BIHR has led a joint submission to an inquiry on the effectiveness of the Human Rights Act (HRA), 20 years after it was given royal assent. 40 organisations joined voices to celebrate the contributions of the HRA (both past and present), observing how the HRA has enabled people in the UK to access local courts and tribunals to assert their rights and responded to societal and technological developments.  The joint submission particularly highlighted how the HRA has secured positive changes for a wide range of people in a wide range of situations – including health and social care, education and housing - without recourse to the court:

"The HRA section 6 duty on public officials to protect and uphold human rights has transformed how policies are developed and how public services are delivered, ensuring that people’s rights are respected. Importantly, this duty has also secured positive changes for people without recourse to the court.  There is evidence that where human rights approaches are embedded in public service delivery and policy, it positively impacts people’s lives"

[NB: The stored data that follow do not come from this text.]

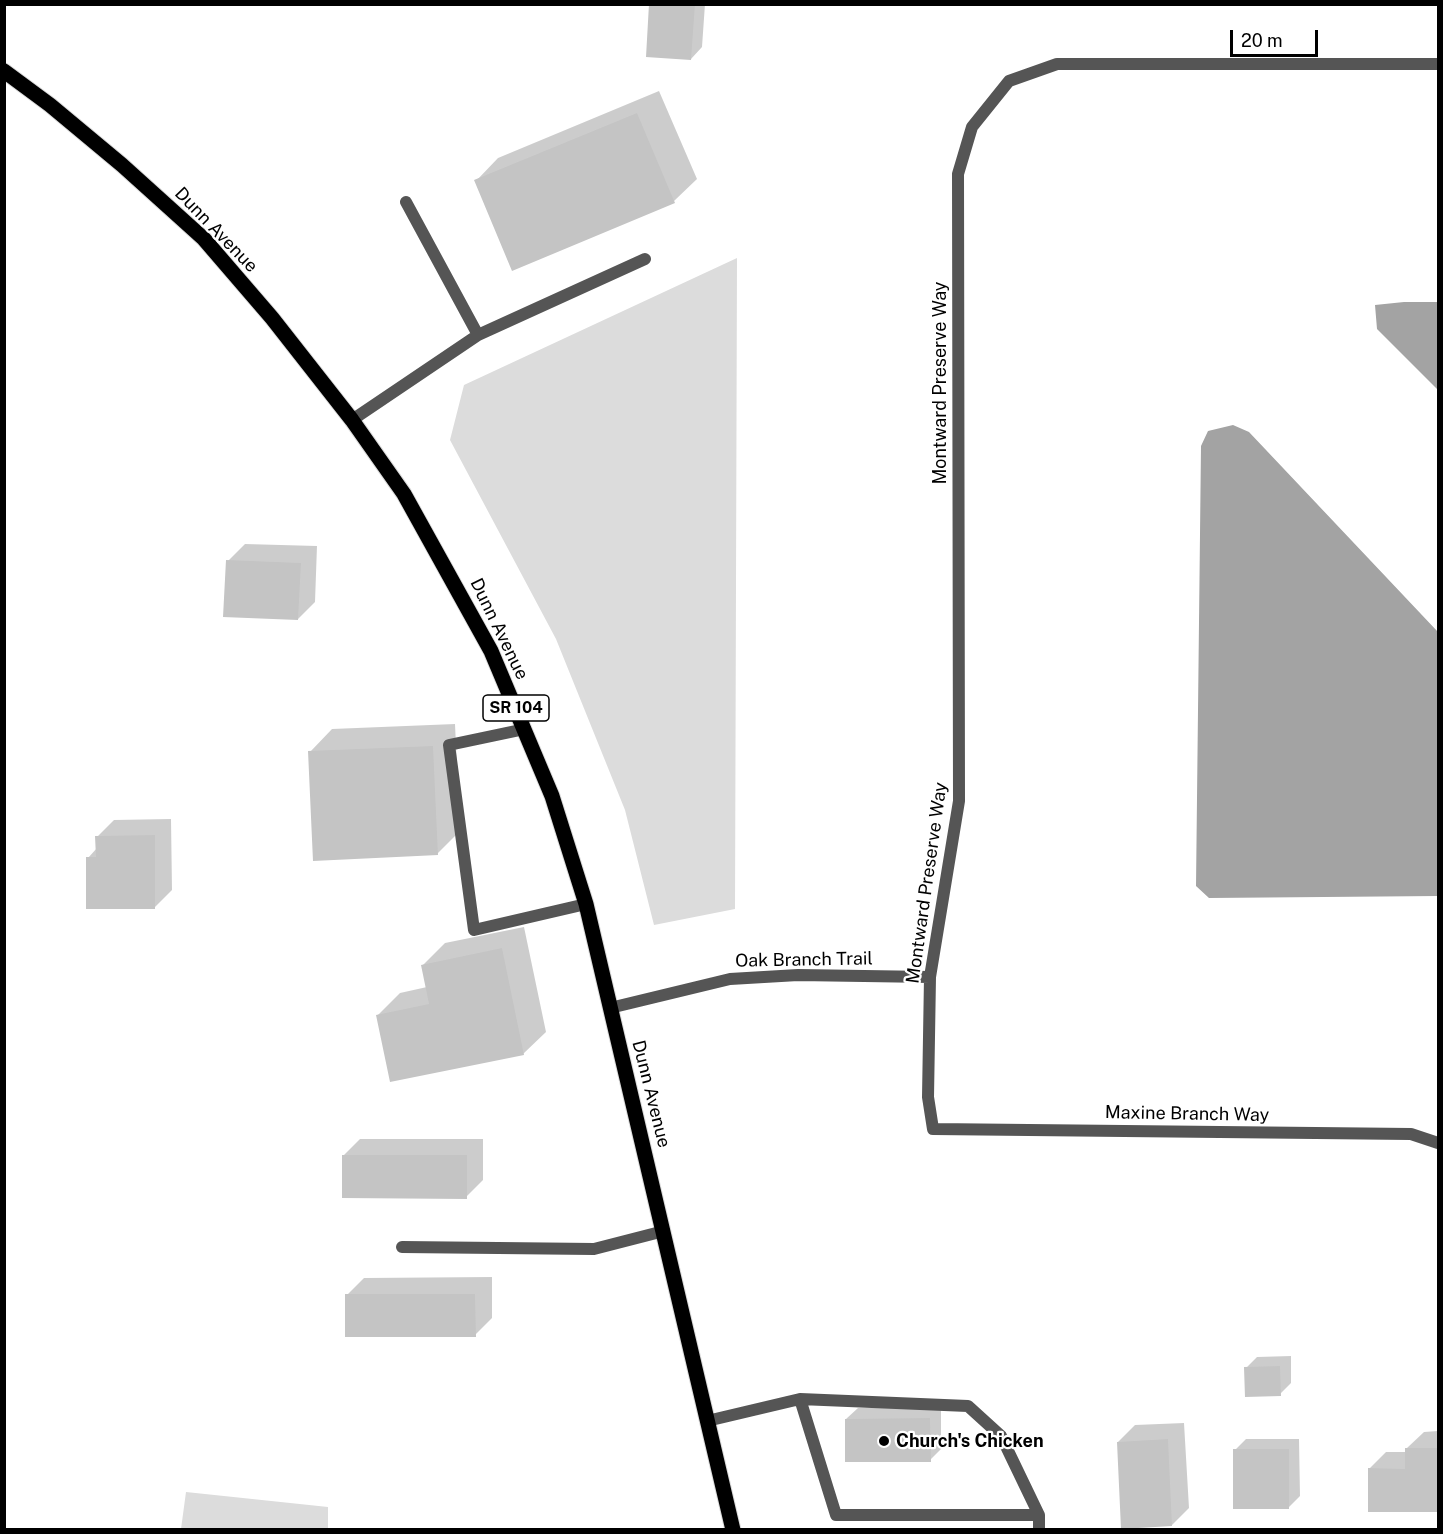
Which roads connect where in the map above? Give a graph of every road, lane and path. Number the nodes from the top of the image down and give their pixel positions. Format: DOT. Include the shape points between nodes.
graph roads {
  1 [pos="1438,64"];
  2 [pos="4,71"];
  3 [pos="406,202"];
  4 [pos="645,260"];
  5 [pos="478,335"];
  6 [pos="352,420"];
  7 [pos="525,729"];
  8 [pos="586,904"];
  9 [pos="930,978"];
  10 [pos="610,1008"];
  11 [pos="933,1129"];
  12 [pos="1438,1143"];
  13 [pos="664,1231"];
  14 [pos="402,1247"];
  15 [pos="800,1399"];
  16 [pos="707,1421"];
  17 [pos="1038,1515"];
  18 [pos="734,1530"];
  19 [pos="1039,1530"];
  1 -- 9 [label="street, Montward Preserve Way" via="1057,63 1009,81 972,127 958,174 959,801"];
  2 -- 6 [label="main road, Dunn Avenue / SR 104" via="122,165 204,239"];
  3 -- 5 [label="street"];
  4 -- 5 [label="street"];
  5 -- 6 [label="street"];
  6 -- 7 [label="main road, Dunn Avenue / SR 104" via="404,494 447,569 491,651"];
  7 -- 8 [label="main road, Dunn Avenue / SR 104" via="552,796"];
  7 -- 8 [label="street" via="449,745 474,930"];
  8 -- 10 [label="main road, Dunn Avenue / SR 104"];
  9 -- 10 [label="street, Oak Branch Trail" via="798,975 730,980"];
  9 -- 11 [label="street, Montward Preserve Way" via="928,1097"];
  10 -- 13 [label="main road, Dunn Avenue / SR 104"];
  11 -- 12 [label="street, Maxine Branch Way" via="1411,1134"];
  13 -- 14 [label="street" via="594,1249"];
  13 -- 16 [label="main road, Dunn Avenue / SR 104"];
  15 -- 16 [label="street"];
  15 -- 17 [label="street" via="968,1406 1001,1436"];
  15 -- 17 [label="street" via="836,1515"];
  16 -- 18 [label="main road, Dunn Avenue / SR 104"];
  17 -- 19 [label="street"];
}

The signatories include organisations working with children, women, migrants, and people with mental health issues, showing the broad spectrum of support for the HRA.  For a copy of the joint submission and full list of signatories click here

The inquiry, '20 years of the Human Rights Act', is run by the Joint Committee on Human Rights. In addition to leading the joint submission to the inquiry, BIHR also submitted our own response, focusing on the impact of implementing human rights at an everyday level. We drew on our practice-based experience of working with advocacy and community groups and frontlines services to use a human rights approach in public service delivery and policy to positively impacts people’s lives.  For a copy of BIHR's response click here.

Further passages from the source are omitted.